Join the next MICCAI Industry Talk: Aug 29, 2023

Sunday 20th August 2023

Join the next MICCAI Industry Talk: Benchmark for Medical Vision Language Modeling Enriched with Clinical Expertise

Date: August 29, 2023
Time: 8:00am - 9:00 am (PT)/11:00 am - 12:00 pm (ET)

Registration (required): Register here

Abstract: In this presentation, I will share our recent research efforts focused on the development of an advanced benchmark for multi-modal medical vision language modeling, enriched with clinical expert knowledge. The existing medical vision language models have notable limitations: They simplify complex clinical text into binary labels, leading to a significant loss of crucial clinical information. They attempt to directly generate clinical notes from medical images, resulting in redundant information that lacks verification. They lack proper definition and handling of uncertainties present in clinical text. While medical Visual Question Answering (VQA) models can offer accurate responses to specific inquiries, current medical VQA datasets are either quite small or limited in terms of question variety.

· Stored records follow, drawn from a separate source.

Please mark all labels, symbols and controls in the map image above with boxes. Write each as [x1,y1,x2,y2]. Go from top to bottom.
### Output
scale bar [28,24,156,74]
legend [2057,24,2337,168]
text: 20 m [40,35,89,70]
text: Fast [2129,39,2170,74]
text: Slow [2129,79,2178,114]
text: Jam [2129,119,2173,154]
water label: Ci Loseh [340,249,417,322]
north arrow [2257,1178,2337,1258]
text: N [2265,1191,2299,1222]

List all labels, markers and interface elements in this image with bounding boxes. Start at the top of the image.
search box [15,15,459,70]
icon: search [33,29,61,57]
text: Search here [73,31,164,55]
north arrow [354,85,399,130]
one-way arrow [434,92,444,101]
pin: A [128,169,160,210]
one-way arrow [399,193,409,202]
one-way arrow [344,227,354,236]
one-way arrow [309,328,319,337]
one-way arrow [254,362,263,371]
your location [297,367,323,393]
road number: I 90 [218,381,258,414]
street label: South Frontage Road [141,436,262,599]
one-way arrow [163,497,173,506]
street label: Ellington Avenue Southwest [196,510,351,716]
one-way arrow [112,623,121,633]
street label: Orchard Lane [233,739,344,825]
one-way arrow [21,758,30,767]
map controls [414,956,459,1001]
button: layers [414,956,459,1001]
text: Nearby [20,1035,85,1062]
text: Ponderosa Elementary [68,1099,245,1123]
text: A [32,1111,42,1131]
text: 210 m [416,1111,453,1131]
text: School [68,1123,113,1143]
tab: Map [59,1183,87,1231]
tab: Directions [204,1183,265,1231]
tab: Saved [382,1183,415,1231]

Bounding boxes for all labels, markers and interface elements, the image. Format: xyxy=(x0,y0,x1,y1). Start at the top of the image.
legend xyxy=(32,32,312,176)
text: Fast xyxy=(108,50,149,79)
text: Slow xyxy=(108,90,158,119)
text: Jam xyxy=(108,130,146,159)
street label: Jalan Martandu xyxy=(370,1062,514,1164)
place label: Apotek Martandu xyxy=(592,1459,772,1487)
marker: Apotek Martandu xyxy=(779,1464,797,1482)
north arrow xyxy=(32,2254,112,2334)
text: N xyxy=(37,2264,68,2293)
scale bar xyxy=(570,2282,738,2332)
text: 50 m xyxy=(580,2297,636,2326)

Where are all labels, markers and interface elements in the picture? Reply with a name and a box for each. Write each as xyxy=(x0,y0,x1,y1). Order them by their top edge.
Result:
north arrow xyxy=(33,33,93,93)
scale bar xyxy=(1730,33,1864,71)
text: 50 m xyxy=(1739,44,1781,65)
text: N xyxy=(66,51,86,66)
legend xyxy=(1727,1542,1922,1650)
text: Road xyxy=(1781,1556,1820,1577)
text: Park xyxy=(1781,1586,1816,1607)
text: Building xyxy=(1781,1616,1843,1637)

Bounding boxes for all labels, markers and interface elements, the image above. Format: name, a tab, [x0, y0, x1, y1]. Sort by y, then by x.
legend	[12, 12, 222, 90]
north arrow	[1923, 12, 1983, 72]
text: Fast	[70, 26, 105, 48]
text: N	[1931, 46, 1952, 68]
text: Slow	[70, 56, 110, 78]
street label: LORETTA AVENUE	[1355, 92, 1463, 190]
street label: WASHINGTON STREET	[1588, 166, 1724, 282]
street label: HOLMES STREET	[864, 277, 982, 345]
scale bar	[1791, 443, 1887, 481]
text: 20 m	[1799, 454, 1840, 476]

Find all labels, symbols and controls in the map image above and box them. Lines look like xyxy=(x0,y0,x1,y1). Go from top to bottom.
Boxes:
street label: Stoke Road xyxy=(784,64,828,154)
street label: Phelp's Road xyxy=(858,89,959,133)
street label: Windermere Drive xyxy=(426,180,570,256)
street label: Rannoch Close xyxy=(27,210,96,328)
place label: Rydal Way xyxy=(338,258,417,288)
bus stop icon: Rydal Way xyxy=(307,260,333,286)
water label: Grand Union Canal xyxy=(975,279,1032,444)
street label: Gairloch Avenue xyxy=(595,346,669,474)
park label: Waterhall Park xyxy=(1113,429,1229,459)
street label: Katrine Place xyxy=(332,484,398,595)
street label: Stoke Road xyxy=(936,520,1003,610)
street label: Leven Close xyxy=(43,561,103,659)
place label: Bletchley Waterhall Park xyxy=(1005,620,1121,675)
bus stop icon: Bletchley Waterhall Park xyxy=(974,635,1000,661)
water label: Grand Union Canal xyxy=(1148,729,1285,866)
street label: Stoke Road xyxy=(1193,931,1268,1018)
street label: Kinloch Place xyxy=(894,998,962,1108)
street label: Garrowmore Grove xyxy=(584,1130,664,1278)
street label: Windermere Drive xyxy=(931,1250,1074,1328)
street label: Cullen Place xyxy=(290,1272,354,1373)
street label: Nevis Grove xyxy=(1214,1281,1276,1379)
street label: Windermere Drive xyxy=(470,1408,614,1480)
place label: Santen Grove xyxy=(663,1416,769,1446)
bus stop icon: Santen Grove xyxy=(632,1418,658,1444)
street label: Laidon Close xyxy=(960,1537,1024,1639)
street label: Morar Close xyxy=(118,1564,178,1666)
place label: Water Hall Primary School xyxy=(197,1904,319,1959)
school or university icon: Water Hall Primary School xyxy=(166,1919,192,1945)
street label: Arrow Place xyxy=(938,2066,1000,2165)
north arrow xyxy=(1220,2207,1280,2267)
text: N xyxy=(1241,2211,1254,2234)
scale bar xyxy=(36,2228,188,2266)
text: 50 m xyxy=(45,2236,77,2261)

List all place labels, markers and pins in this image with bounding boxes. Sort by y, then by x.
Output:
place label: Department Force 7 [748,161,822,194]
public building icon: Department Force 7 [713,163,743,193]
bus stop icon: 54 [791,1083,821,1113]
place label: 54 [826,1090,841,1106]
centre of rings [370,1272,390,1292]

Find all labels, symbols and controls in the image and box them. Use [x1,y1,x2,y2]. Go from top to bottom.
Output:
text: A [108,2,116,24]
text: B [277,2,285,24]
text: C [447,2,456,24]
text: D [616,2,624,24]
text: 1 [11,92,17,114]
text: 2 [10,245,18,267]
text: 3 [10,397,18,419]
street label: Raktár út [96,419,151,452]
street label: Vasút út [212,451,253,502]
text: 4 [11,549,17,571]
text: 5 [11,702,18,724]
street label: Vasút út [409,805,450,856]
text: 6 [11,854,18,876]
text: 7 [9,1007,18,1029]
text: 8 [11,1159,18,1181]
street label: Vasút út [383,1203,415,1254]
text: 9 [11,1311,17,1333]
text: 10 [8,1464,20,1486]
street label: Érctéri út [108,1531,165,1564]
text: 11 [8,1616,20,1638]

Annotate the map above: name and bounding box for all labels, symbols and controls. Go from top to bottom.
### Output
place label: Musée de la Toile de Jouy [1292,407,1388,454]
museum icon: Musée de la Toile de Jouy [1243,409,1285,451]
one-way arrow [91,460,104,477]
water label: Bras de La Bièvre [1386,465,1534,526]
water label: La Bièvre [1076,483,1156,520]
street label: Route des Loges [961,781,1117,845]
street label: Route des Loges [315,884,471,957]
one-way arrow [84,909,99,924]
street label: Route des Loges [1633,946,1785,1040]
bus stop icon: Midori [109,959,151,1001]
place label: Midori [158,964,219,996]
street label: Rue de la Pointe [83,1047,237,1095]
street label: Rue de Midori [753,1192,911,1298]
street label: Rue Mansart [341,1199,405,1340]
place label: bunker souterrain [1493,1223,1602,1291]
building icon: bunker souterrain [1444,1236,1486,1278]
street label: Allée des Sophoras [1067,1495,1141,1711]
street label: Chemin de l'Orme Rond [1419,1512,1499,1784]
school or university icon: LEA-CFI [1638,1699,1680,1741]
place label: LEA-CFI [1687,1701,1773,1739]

To tackle these challenges, we propose the creation of a novel medical vision modeling benchmark. This benchmark harnesses the insights of clinical experts to formulate essential questions that follow logical clinical reasoning. Our benchmark encompasses inquiries related to disease type, location, severity, and disease correlations. Furthermore, we introduce questions about differences between clinical images, emulating how clinical experts assess current images against historical ones for intervention assessment. We also account for uncertainties acknowledged by clinical experts, extracting corresponding uncertainty labels. These labels are then compared to state-of-the-art uncertainty labeling methods, consistently demonstrating improvements. Fundamentally, our endeavor introduces a pioneering benchmark that integrates clinical expertise to rectify the limitations of existing extensive medical vision language models. Through this approach, our goal is to elevate the caliber and relevance of these models within medical contexts using current extensive language models.

Speaker: Dr. Yingying Zhu

Bio: Dr. Yingying Zhu is working in the Computer Science and Engineering Department, University of Texas at Arlington as an assistant professor and also a guest researcher working in the clinical center, NIH. She was a Staff Scientist working with Ronald M. Summers at Clinical Center, National Institutes of Health. She works on the intersection of computer vision, medical image analysis, bioinformatics and machine learning with the goal of developing machine learning tools for solving real-world problems. She is currently looking for a PhD student to work on machine learning, computer vision and medical data analysis.

She did a postdoc at Cornell University working with Mert Sabuncu and a postdoc in UNC Chapel Hill working with Guorong Wu. She obtained her Ph.D. from University of Queensland, Australia under the supervision of Simon Lucey (currently research associate professor in CMU, Pittsburgh, USA). She received my B.S. from Sichuan University and M. S. from University of Electronic Science and Technology of China.